Exercise objective
Your task is to write out every line of the data exactly. Drop the pictures.

Information shown
━━━━

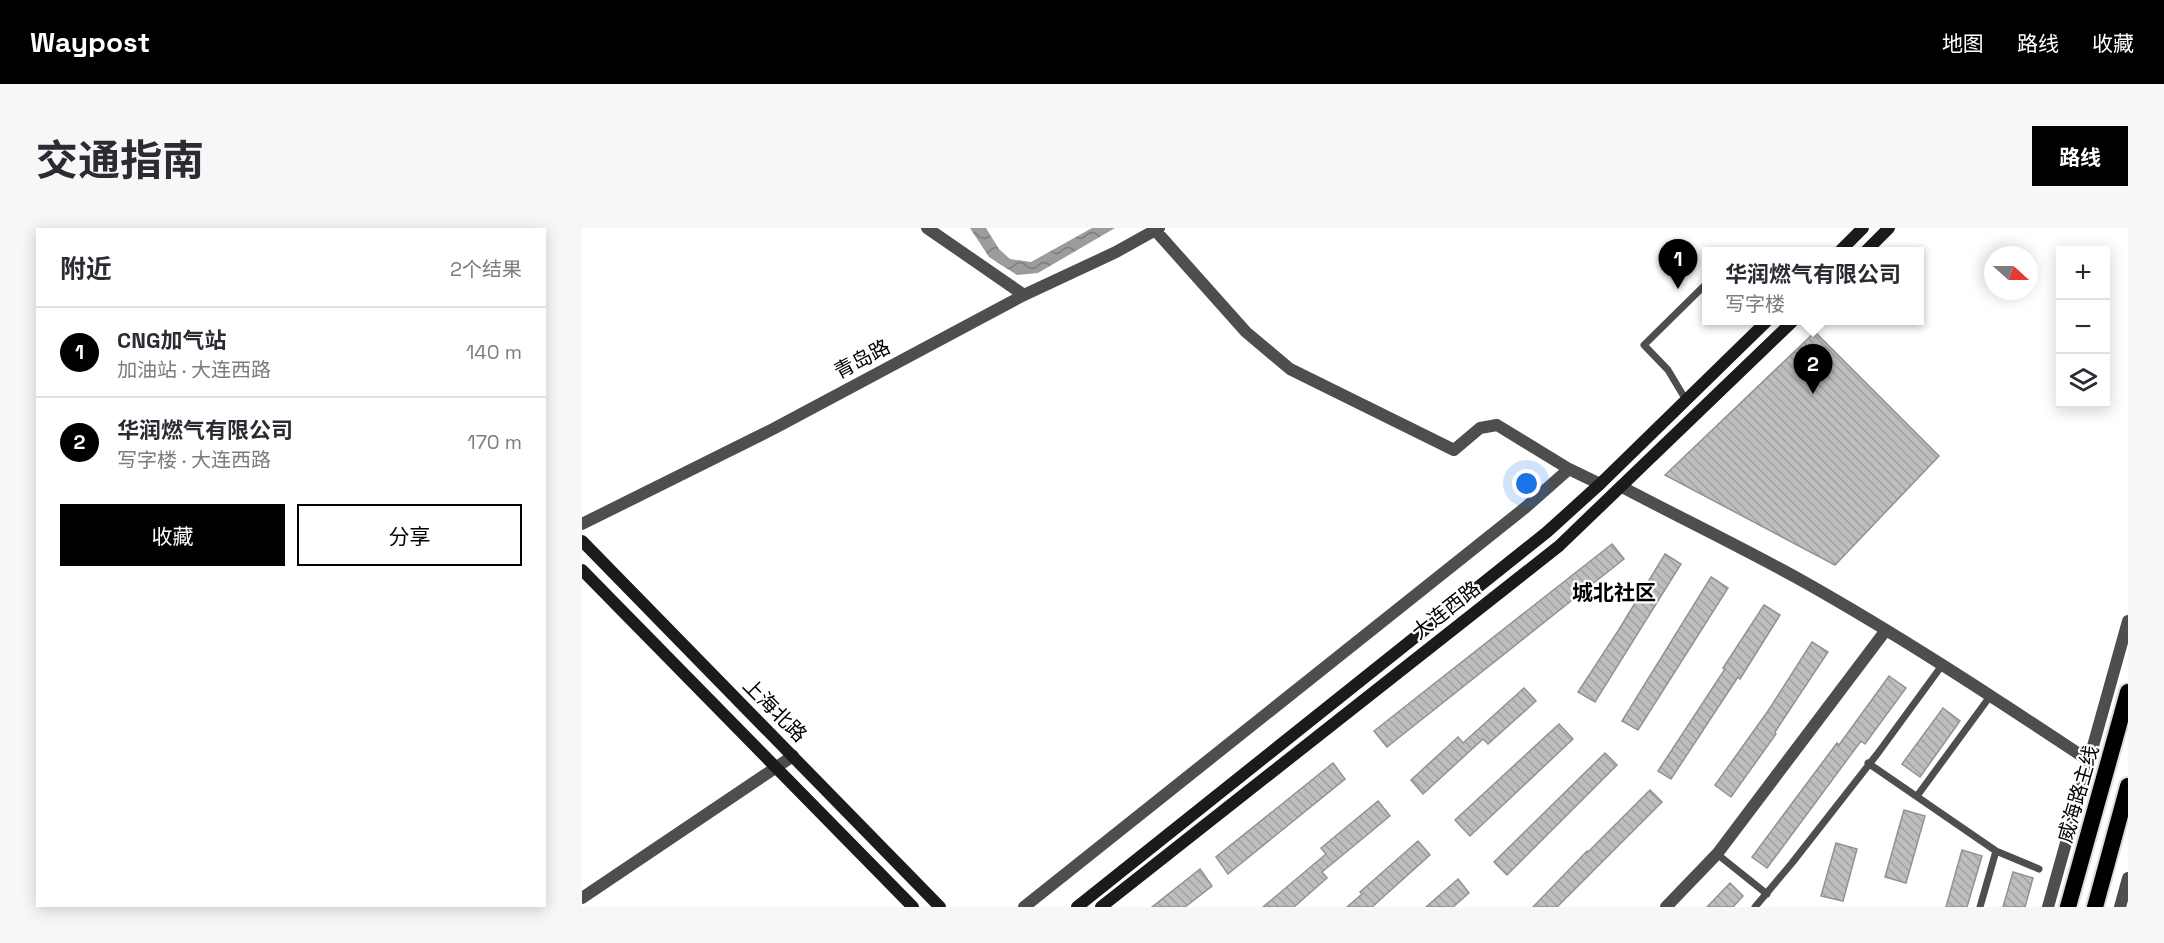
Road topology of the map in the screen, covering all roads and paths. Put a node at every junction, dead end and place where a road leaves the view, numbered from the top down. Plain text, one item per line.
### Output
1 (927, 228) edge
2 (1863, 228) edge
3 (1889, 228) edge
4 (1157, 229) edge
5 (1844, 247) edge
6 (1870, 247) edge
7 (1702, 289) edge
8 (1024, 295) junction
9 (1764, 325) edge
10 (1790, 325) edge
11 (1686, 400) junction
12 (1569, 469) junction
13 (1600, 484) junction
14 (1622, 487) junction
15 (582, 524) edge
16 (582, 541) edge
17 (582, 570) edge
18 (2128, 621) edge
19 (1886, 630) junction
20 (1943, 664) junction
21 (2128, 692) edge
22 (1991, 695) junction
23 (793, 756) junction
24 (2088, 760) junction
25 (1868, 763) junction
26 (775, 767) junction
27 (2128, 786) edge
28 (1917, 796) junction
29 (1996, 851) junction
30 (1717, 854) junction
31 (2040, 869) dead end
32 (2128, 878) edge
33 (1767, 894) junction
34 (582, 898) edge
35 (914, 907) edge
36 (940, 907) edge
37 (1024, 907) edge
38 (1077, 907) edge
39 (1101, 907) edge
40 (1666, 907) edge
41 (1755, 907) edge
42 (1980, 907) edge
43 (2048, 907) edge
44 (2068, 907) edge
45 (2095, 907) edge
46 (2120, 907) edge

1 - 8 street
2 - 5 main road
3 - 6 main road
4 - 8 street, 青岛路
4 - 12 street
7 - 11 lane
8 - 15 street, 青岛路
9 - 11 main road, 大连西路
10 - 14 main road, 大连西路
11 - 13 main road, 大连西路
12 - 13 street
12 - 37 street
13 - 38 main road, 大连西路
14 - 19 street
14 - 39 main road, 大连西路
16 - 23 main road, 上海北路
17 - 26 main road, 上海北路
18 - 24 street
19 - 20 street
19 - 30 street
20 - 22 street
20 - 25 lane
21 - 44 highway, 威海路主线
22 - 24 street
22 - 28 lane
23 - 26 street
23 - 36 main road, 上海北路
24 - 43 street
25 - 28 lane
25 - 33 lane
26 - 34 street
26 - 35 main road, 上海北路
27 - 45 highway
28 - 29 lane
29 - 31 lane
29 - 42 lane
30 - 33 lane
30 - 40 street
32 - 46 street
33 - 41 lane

━━━━

Your solution
Road topology of the map in the screen, covering all roads and paths. Put a node at every junction, dead end and place where a road leaves the view, numbered from the top down. Plain text, one item per line.
### Output
1 (927, 228) edge
2 (1863, 228) edge
3 (1889, 228) edge
4 (1157, 229) edge
5 (1844, 247) edge
6 (1870, 247) edge
7 (1702, 289) edge
8 (1024, 295) junction
9 (1764, 325) edge
10 (1790, 325) edge
11 (1686, 400) junction
12 (1569, 469) junction
13 (1600, 484) junction
14 (1622, 487) junction
15 (582, 524) edge
16 (582, 541) edge
17 (582, 570) edge
18 (2128, 621) edge
19 (1886, 630) junction
20 (1943, 664) junction
21 (2128, 692) edge
22 (1991, 695) junction
23 (793, 756) junction
24 (2088, 760) junction
25 (1868, 763) junction
26 (775, 767) junction
27 (2128, 786) edge
28 (1917, 796) junction
29 (1996, 851) junction
30 (1717, 854) junction
31 (2040, 869) dead end
32 (2128, 878) edge
33 (1767, 894) junction
34 (582, 898) edge
35 (914, 907) edge
36 (940, 907) edge
37 (1024, 907) edge
38 (1077, 907) edge
39 (1101, 907) edge
40 (1666, 907) edge
41 (1755, 907) edge
42 (1980, 907) edge
43 (2048, 907) edge
44 (2068, 907) edge
45 (2095, 907) edge
46 (2120, 907) edge

1 - 8 street
2 - 5 main road
3 - 6 main road
4 - 8 street, 青岛路
4 - 12 street
7 - 11 lane
8 - 15 street, 青岛路
9 - 11 main road, 大连西路
10 - 14 main road, 大连西路
11 - 13 main road, 大连西路
12 - 13 street
12 - 37 street
13 - 38 main road, 大连西路
14 - 19 street
14 - 39 main road, 大连西路
16 - 23 main road, 上海北路
17 - 26 main road, 上海北路
18 - 24 street
19 - 20 street
19 - 30 street
20 - 22 street
20 - 25 lane
21 - 44 highway, 威海路主线
22 - 24 street
22 - 28 lane
23 - 26 street
23 - 36 main road, 上海北路
24 - 43 street
25 - 28 lane
25 - 33 lane
26 - 34 street
26 - 35 main road, 上海北路
27 - 45 highway
28 - 29 lane
29 - 31 lane
29 - 42 lane
30 - 33 lane
30 - 40 street
32 - 46 street
33 - 41 lane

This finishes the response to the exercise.